- Zafarabad Jn.

General information
- Location: Zafarbad Railway Station Road, Zafarabad, Jaunpur district, Uttar Pradesh, 222180 India
- Coordinates: 25°42′29″N 82°42′58″E﻿ / ﻿25.7081094°N 82.7162295°E
- Elevation: 98 m (322 ft)
- Owner: Indian Railways
- Operator: Northern Railway
- Lines: Jaunpur-Sultanpur-Lucknow line Jaunpur-Ayodhya-Lucknow line Jaunpur-Kerakat-Aunrihar line Jaunpur–Prayagraj line Jaunpur–Azamgarh line Jaunpur-Varanasi line
- Platforms: 4
- Tracks: 9
- Connections: Taxi stand, auto stand, Bus stand

Construction
- Structure type: Standard (on-ground station)
- Parking: Available
- Cycle facilities: Available
- Accessible: ^{[citation needed]}

Other information
- Status: Active
- Station code: ZBD

History
- Opened: 1872 by Oudh and Rohilkhand Railway
- Rebuilt: At time of World War II

Passengers
- 5000

Services
- Computerized Ticketing Counters Luggage Checking System Parking

= Zafarabad Junction railway station =

Railway station in Uttar Pradesh, India

Zafarabad Junction (station code ZBD) is a railway station in Zafarabad, Jaunpur District, Uttar Pradesh, India.

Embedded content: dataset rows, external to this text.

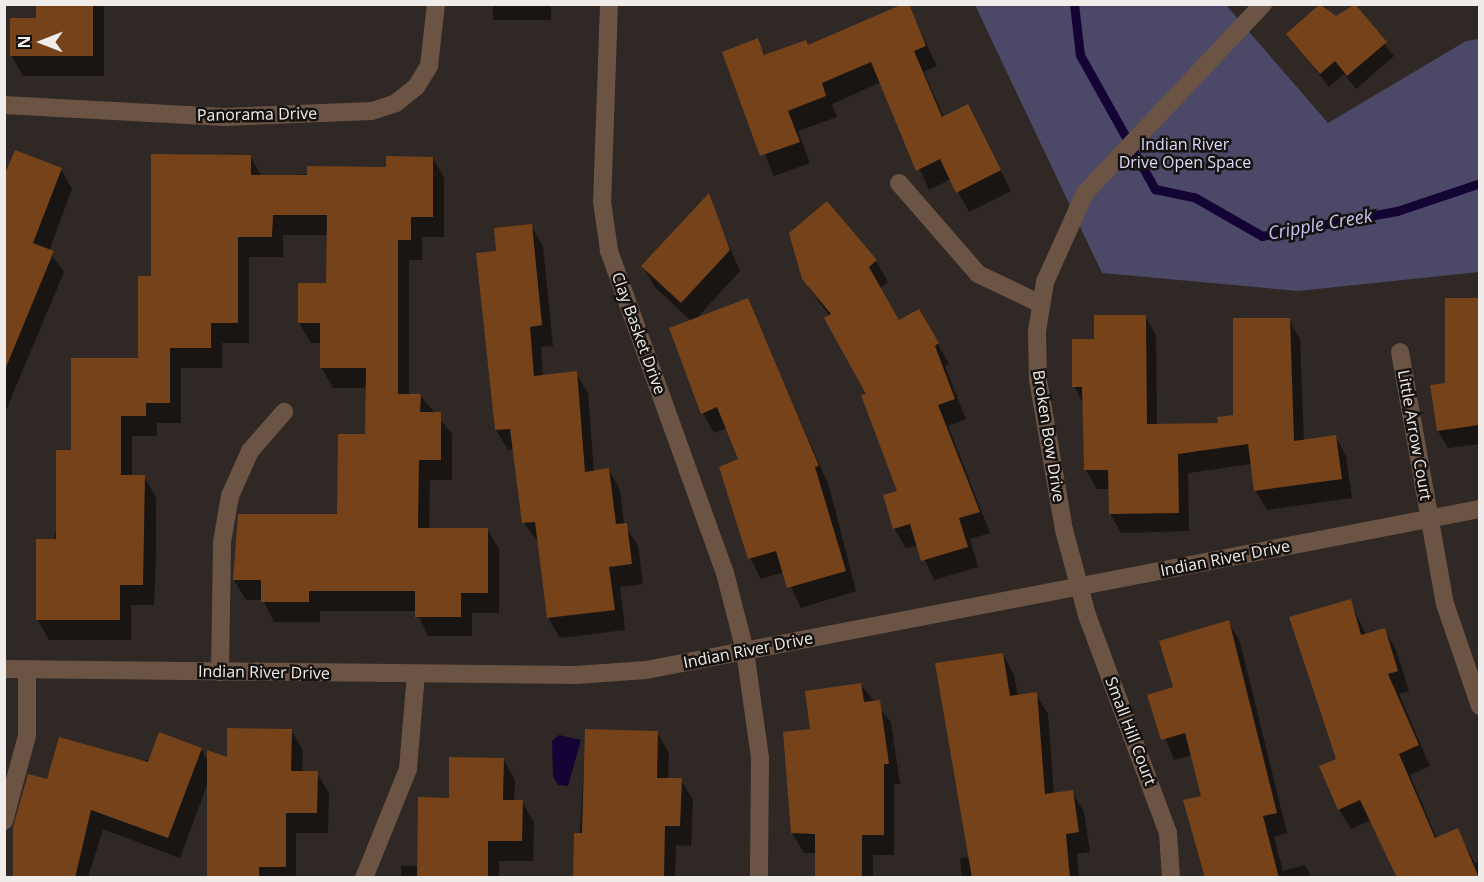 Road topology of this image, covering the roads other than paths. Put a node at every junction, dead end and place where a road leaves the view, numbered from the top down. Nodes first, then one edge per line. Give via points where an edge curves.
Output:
1 (436, 4) edge
2 (609, 4) edge
3 (1263, 4) edge
4 (4, 105) edge
5 (899, 183) dead end
6 (1041, 304) junction
7 (1400, 352) dead end
8 (284, 412) dead end
9 (1479, 509) edge
10 (1429, 519) junction
11 (1078, 586) junction
12 (745, 651) junction
13 (4, 669) edge
14 (27, 669) junction
15 (220, 672) junction
16 (416, 674) junction
17 (1479, 706) edge
18 (4, 821) edge
19 (364, 878) edge
20 (759, 878) edge
21 (1172, 878) edge

1 - 4 street, Panorama Drive via 429,66 409,92 372,111 224,117
2 - 12 street, Clay Basket Drive via 602,201 609,251 725,573
3 - 6 street, Broken Bow Drive via 1098,177 1062,236
5 - 6 street via 978,274
6 - 11 street, Broken Bow Drive via 1038,380
7 - 10 street, Little Arrow Court
8 - 15 street via 250,451 230,496 222,542
9 - 10 street, Indian River Drive
10 - 11 street, Indian River Drive
10 - 17 street, Little Arrow Court via 1445,604
11 - 12 street, Indian River Drive
11 - 21 street, Small Hill Court via 1163,817
12 - 16 street, Indian River Drive via 646,670 576,675
12 - 20 street, Clay Basket Drive via 760,758
13 - 14 street, Indian River Drive
14 - 15 street, Indian River Drive
14 - 18 street via 27,736
15 - 16 street, Indian River Drive
16 - 19 street via 408,769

The station is part of the Northern Railway zone's Lucknow NR Division and partially North Eastern Railway zone's Varanasi Division. This station is also part of Varanasi–Lucknow line via Jaunpur-Ayodhya and Varanasi-Sultanpur-Lucknow line via Jaunpur-Sultanpur.

This station is category (NSG 5) in Northern Railway. This station is situated in south Jaunpur.

Nearby station Jaunpur Junction, Jaunpur City railway station, Sarkoni and Kajgaon

==Overview==

Zafarabad Junction is a medium revenue station, serving over 5,000 passengers and over 8 trains on daily basis. It is under the administrative control
of the Northern Railway Zone's Lucknow NR railway division, and partially of the North Eastern Railway zone's Varanasi railway division.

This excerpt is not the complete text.